First is the historical importance of the gable roof, which serves as a canvas of wooden structures for carpenters across many cultures.
The second is using connections that respect and emphasize the quality of timber.
The third is the use of discrete elements in construction as an homage to historical structures before mass timber technology. For the structure to express itself, we treated it as more than a tectonic component, but an active element that users can directly interact with, its presence in surrounding space and natural light extends outside the site boundary.
The massing design was heavily influenced by our investigation into timber expression, starting with the development of the simple gable roof connecting 2 adjacent streets, combined with an extension of the existing hill topography on site, with a few violations to create apertures and habitable spaces. Allowing users to treat the new artificial “HILL” as both a facade and a topography.
The interaction between the floorplate and the gable roof creates a series of spaces reminiscent of attics. They become a series of public spaces that engage with multiple levels, generating dynamic interactions between programs.

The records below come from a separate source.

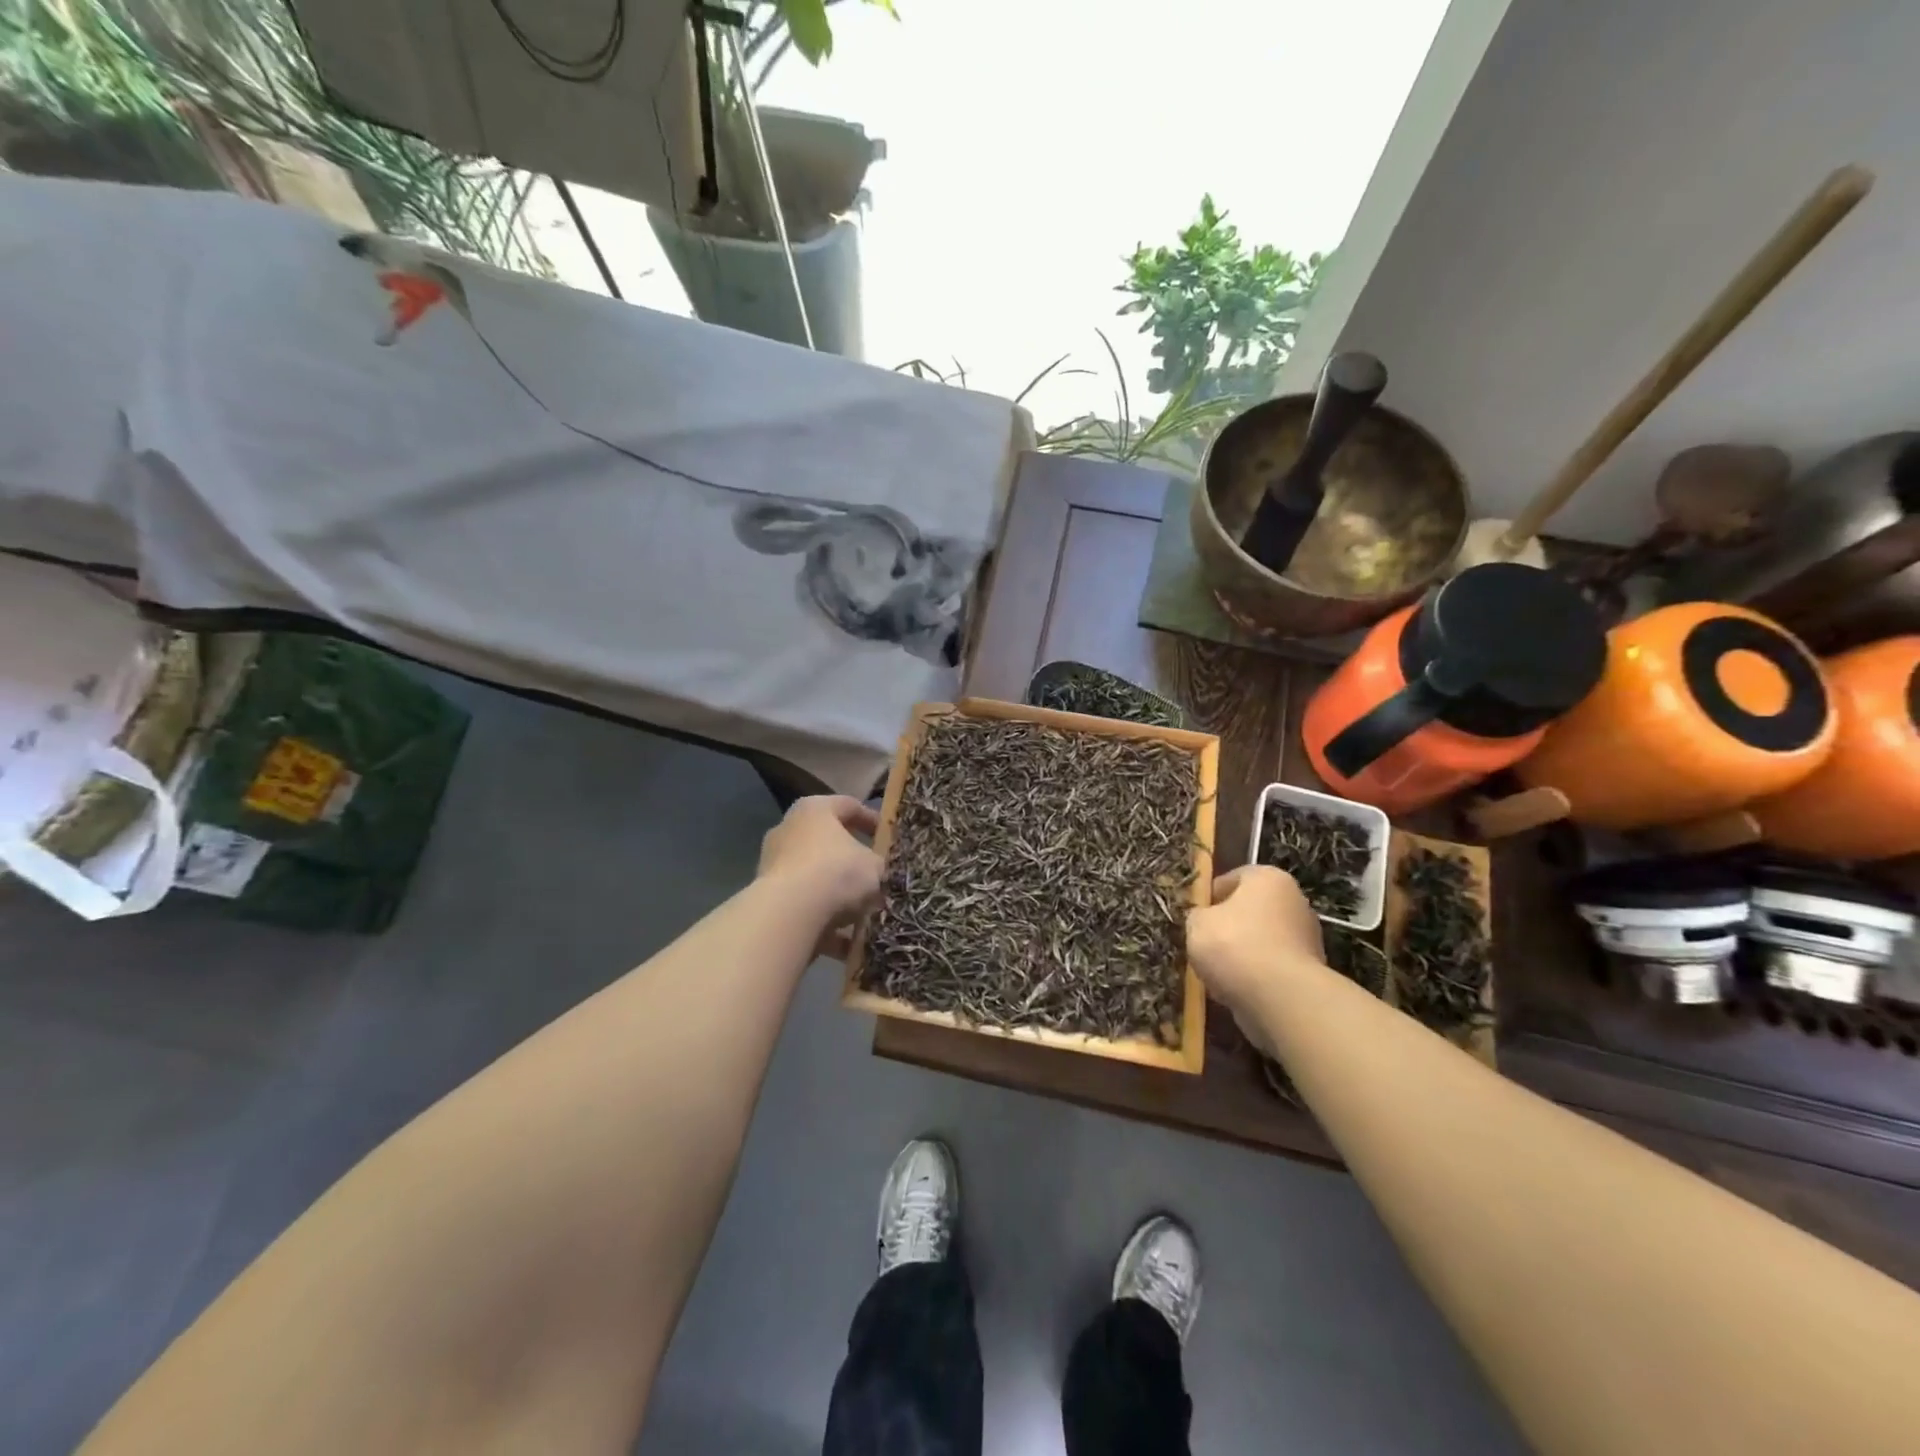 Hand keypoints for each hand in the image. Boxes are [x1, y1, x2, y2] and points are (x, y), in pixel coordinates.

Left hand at [758, 795, 881, 955]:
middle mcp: (788, 831)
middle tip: (877, 876)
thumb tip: (879, 873)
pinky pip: (805, 908)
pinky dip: (826, 924)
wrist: (789, 914)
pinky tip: (850, 943)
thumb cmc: (836, 873)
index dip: (872, 820)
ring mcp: (774, 865)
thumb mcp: (875, 866)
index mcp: (814, 810)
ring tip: (866, 915)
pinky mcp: (768, 899)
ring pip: (816, 879)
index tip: (888, 837)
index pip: (849, 805)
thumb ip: (880, 865)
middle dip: (853, 862)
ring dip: (839, 897)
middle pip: (828, 843)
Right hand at [1188, 865, 1325, 1056]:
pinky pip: (1271, 969)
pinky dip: (1255, 977)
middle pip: (1250, 911)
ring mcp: (1307, 939)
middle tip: (1204, 945)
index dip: (1209, 897)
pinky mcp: (1310, 973)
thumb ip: (1198, 915)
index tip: (1194, 917)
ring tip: (1216, 974)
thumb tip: (1204, 920)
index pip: (1233, 878)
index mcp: (1269, 878)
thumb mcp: (1197, 923)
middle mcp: (1295, 901)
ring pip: (1260, 942)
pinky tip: (1236, 991)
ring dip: (1241, 955)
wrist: (1281, 998)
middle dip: (1227, 928)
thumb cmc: (1235, 945)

The site‘s quality as a transportation hub generated a complex mix of user groups, but this also serve as an opportunity to connect visitors with Atlanta’s culture, which we exploited with programs in retail and agriculture. The North East Atrium is occupied by a series of public spaces that synergizes to connect visitors with locals through daily activities, sharing food, cooking, and social spaces. These programs can potentially integrate with the larger urban agriculture program of Atlanta through the robust transportation infrastructure on site. We hope this project can serve as a portal for showcasing Atlanta culture in a site of historical and cultural significance while extending its function as a transportation hub for locals.
2nd Place
Spatial/Material Speculations: Timber
Student: Ahmed Helal
Faculty Sponsor: Viren Brahmbhatt
Institution: City College of New York
Project Description
MATERIAL
Currently, Mass Timber is being situated in a discussion of material substitution on the account that wood is better for the environment than steel and concrete. While the latter is in fact true; wood is known to absorb carbon dioxide as it grows in the forest, and when it is cut down, it stores the carbon for as long as it is used, which may be a hundred years. However, in order to reach the level of convergence of the greenhouse gas emissions needed, it is not going to happen merely through a material substitution mentality, but through reimagining the way we think about our building strategies/assumptions and the potential role of timber in a broader scale cognition of substitutions.
The proposition of this project is to look at timber not simply as a substitute structural material for steel or concrete, but as a holistic building system approach that provides alternative ways to think about building structure as well as exterior and interior system strategies such as insulation, provision of heat and cooling, humidity control, finishing, etc. If those functions get merged into one system, timber will have much more value not only from the inherent architectural and potential ecological and environmental value in this system but also from a capital point of view as there will be clear reasons and motivations to consider timber, which can substantially transform the construction industry.
SITE
The site is in the heart of a cultural and commercial center of Atlanta that’s known for its dense number of art galleries, museums, theaters, historic buildings, and the Savannah College of Art and Design campus. The area has a population of 42,000 which swells to 81,000 by day and attracts over 6 million visitors every year to its many festivals and attractions.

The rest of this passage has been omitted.